> THE TASK
Return the count of lines in the following records that include "await", and nothing more.

Stored data entries:
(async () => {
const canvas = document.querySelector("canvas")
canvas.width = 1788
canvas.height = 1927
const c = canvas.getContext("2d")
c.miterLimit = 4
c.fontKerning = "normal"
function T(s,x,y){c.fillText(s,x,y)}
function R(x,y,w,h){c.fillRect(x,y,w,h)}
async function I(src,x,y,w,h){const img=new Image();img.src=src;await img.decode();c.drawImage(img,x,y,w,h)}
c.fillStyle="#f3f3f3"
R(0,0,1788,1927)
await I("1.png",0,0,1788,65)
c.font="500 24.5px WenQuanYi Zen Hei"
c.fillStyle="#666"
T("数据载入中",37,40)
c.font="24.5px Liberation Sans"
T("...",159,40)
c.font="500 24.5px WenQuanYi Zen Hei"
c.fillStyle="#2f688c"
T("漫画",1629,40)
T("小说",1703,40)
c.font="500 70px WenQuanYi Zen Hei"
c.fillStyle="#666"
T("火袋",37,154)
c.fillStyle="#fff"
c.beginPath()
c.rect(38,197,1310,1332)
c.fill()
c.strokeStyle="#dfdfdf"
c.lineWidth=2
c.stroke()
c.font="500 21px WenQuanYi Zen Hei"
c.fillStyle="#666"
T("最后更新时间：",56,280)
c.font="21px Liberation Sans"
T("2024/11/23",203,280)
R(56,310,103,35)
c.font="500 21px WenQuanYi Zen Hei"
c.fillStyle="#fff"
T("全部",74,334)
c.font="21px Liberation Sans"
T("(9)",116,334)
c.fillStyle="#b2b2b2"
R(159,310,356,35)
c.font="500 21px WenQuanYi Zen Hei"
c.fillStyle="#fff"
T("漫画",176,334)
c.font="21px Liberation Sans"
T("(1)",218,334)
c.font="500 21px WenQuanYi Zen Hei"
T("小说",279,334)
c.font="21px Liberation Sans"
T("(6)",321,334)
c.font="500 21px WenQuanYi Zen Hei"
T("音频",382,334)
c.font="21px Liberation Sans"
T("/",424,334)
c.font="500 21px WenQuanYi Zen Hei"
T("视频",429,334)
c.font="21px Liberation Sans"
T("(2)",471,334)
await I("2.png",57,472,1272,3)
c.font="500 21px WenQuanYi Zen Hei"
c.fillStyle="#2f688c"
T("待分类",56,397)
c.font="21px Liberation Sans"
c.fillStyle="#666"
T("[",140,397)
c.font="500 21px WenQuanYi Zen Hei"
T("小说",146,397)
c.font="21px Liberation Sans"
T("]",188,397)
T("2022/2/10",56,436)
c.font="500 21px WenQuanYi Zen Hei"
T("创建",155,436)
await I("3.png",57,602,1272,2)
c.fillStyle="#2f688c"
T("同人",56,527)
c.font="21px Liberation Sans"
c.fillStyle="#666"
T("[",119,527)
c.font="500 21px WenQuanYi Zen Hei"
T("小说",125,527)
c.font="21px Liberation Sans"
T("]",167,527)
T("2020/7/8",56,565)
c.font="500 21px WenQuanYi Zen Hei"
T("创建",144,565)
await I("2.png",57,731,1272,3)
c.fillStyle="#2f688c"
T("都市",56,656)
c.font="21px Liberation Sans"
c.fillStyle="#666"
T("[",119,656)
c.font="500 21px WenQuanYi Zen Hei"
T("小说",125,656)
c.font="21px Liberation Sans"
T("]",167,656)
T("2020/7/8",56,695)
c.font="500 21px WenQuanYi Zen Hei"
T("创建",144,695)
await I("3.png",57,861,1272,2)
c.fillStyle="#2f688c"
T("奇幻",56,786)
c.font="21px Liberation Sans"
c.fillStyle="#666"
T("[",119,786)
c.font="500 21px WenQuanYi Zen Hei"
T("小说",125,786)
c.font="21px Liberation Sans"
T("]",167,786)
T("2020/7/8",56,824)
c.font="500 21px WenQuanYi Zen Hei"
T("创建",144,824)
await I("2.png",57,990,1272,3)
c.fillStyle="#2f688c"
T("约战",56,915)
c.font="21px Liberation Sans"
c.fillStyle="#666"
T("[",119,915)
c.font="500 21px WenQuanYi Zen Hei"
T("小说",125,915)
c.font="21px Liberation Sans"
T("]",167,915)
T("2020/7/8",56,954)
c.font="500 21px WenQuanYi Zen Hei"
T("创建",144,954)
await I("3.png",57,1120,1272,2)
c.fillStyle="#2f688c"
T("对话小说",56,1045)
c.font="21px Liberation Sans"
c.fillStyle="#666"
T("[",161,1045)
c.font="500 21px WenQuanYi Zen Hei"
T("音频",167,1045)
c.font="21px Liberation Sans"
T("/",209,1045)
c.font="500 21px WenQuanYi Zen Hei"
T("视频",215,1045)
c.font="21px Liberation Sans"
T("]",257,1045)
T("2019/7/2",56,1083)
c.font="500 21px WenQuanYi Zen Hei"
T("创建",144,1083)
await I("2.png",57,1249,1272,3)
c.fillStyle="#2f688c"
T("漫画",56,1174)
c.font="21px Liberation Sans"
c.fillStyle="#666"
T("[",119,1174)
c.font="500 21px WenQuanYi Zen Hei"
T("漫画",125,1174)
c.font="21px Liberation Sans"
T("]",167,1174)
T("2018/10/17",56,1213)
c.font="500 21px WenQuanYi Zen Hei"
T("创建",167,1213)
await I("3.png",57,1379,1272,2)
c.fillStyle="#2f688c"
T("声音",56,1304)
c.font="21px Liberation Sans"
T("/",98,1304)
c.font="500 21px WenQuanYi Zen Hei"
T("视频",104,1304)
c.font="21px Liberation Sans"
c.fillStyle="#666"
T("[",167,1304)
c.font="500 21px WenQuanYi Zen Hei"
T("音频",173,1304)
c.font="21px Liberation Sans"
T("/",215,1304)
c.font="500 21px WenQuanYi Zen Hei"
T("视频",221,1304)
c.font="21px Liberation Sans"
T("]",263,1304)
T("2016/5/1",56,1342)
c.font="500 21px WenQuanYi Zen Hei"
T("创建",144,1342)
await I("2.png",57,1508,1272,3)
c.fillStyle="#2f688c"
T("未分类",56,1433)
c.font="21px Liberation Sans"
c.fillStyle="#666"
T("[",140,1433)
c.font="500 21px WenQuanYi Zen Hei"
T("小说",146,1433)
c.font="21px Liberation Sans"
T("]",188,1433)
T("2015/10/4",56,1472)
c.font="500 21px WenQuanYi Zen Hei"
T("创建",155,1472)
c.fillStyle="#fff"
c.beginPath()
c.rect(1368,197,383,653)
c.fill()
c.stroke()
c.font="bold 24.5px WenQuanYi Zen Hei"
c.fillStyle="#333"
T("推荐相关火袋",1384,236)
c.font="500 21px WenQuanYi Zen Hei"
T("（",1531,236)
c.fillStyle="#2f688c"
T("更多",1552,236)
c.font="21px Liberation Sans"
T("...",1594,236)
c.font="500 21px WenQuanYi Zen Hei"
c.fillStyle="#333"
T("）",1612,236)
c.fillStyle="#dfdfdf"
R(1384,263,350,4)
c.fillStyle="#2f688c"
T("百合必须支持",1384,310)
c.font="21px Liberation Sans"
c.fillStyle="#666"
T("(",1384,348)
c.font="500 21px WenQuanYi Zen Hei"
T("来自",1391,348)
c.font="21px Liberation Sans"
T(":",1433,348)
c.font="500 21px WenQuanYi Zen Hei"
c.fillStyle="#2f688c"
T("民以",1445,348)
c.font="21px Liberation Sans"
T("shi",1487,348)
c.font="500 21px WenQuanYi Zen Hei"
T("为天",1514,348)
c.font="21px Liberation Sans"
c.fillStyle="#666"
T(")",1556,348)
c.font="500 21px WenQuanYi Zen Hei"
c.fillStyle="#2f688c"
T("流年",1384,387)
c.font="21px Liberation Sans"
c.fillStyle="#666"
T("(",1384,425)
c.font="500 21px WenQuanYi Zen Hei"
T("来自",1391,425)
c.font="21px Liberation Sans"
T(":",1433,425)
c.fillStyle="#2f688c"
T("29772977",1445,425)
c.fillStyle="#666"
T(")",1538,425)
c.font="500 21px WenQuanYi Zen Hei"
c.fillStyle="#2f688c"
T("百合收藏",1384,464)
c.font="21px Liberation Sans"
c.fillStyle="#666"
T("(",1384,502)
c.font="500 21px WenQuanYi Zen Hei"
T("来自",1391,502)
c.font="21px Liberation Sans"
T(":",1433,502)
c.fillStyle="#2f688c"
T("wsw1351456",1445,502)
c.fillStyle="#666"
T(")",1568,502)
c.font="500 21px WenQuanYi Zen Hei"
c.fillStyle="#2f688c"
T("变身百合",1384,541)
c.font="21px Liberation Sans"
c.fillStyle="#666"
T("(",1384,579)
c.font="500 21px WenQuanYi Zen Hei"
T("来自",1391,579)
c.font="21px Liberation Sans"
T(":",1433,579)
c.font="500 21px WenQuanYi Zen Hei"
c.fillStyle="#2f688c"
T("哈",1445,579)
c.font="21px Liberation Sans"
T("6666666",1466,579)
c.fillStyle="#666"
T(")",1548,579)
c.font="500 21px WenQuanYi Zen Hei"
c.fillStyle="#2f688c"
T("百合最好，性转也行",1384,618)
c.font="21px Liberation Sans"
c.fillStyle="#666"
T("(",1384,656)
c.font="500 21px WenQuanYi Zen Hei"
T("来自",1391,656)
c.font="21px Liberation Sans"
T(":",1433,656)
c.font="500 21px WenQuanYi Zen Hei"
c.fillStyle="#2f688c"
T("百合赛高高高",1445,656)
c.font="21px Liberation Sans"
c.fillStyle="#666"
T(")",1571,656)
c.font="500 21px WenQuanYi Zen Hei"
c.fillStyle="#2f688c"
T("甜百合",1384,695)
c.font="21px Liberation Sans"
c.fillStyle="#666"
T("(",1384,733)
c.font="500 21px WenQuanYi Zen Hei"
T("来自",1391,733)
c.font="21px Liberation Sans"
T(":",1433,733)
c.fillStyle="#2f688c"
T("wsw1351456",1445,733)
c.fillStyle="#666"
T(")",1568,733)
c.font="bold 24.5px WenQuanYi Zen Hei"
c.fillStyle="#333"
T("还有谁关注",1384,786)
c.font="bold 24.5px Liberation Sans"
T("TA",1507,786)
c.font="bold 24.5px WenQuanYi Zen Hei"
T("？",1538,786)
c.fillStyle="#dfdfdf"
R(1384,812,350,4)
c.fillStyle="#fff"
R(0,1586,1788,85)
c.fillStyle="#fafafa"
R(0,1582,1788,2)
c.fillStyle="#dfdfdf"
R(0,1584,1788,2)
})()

> TASK RESULT
11